> WHAT THE EXERCISE ASKS
Pictures stay out. All the rest of the records must be repeated exactly.

=-=-=

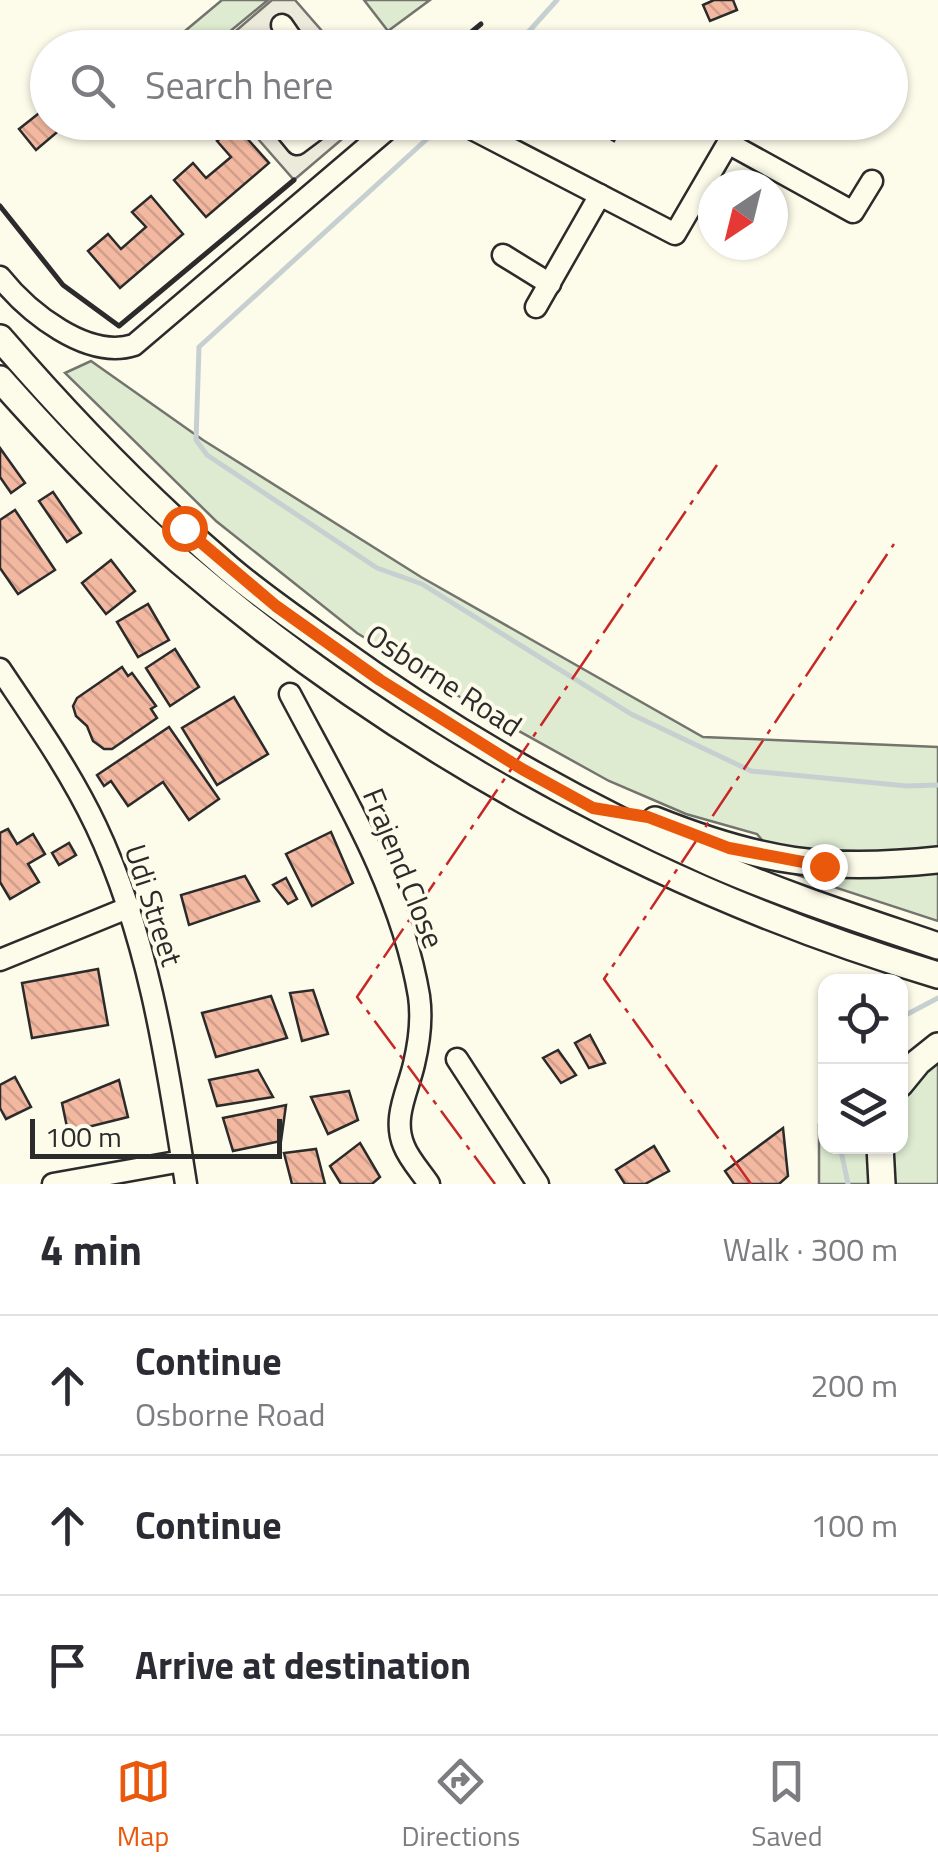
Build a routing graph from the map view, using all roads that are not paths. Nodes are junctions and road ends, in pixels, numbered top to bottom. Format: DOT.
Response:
graph roads {
  1 [pos="282,25"];
  2 [pos="285,30"];
  3 [pos="375,140"];
  4 [pos="494,140"];
  5 [pos="872,181"];
  6 [pos="600,195"];
  7 [pos="502,255"];
  8 [pos="0,277"];
  9 [pos="550,284"];
  10 [pos="536,307"];
  11 [pos="0,338"];
  12 [pos="0,380"];
  13 [pos="0,669"];
  14 [pos="290,694"];
  15 [pos="593,808"];
  16 [pos="938,860"];
  17 [pos="130,907"];
  18 [pos="938,946"];
  19 [pos="0,960"];
  20 [pos="938,976"];
  21 [pos="938,1046"];
  22 [pos="457,1059"];
  23 [pos="908,1074"];
  24 [pos="880,1154"];
  25 [pos="182,1162"];
  26 [pos="52,1184"];
  27 [pos="186,1184"];
  28 [pos="430,1184"];
  29 [pos="538,1184"];
  30 [pos="882,1184"];
  1 -- 2 [label="street"];
  3 -- 8 [label="street"];
  4 -- 6 [label="street"];
  5 -- 6 [label="street"];
  6 -- 9 [label="street"];
  7 -- 9 [label="street"];
  9 -- 10 [label="street"];
  11 -- 15 [label="main road, Osborne Road"];
  12 -- 20 [label="main road, Osborne Road"];
  13 -- 17 [label="street, Udi Street"];
  14 -- 28 [label="street, Frajend Close"];
  15 -- 16 [label="main road"];
  15 -- 18 [label="main road, Osborne Road"];
  17 -- 19 [label="street"];
  17 -- 25 [label="street, Udi Street"];
  21 -- 23 [label="main road"];
  22 -- 29 [label="street"];
  24 -- 30 [label="main road"];
  25 -- 26 [label="street"];
  25 -- 27 [label="street, Udi Street"];
}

=-=-=

> TASK SOLUTION
Build a routing graph from the map view, using all roads that are not paths. Nodes are junctions and road ends, in pixels, numbered top to bottom. Format: DOT.
Response:
graph roads {
  1 [pos="282,25"];
  2 [pos="285,30"];
  3 [pos="375,140"];
  4 [pos="494,140"];
  5 [pos="872,181"];
  6 [pos="600,195"];
  7 [pos="502,255"];
  8 [pos="0,277"];
  9 [pos="550,284"];
  10 [pos="536,307"];
  11 [pos="0,338"];
  12 [pos="0,380"];
  13 [pos="0,669"];
  14 [pos="290,694"];
  15 [pos="593,808"];
  16 [pos="938,860"];
  17 [pos="130,907"];
  18 [pos="938,946"];
  19 [pos="0,960"];
  20 [pos="938,976"];
  21 [pos="938,1046"];
  22 [pos="457,1059"];
  23 [pos="908,1074"];
  24 [pos="880,1154"];
  25 [pos="182,1162"];
  26 [pos="52,1184"];
  27 [pos="186,1184"];
  28 [pos="430,1184"];
  29 [pos="538,1184"];
  30 [pos="882,1184"];
  1 -- 2 [label="street"];
  3 -- 8 [label="street"];
  4 -- 6 [label="street"];
  5 -- 6 [label="street"];
  6 -- 9 [label="street"];
  7 -- 9 [label="street"];
  9 -- 10 [label="street"];
  11 -- 15 [label="main road, Osborne Road"];
  12 -- 20 [label="main road, Osborne Road"];
  13 -- 17 [label="street, Udi Street"];
  14 -- 28 [label="street, Frajend Close"];
  15 -- 16 [label="main road"];
  15 -- 18 [label="main road, Osborne Road"];
  17 -- 19 [label="street"];
  17 -- 25 [label="street, Udi Street"];
  21 -- 23 [label="main road"];
  22 -- 29 [label="street"];
  24 -- 30 [label="main road"];
  25 -- 26 [label="street"];
  25 -- 27 [label="street, Udi Street"];
}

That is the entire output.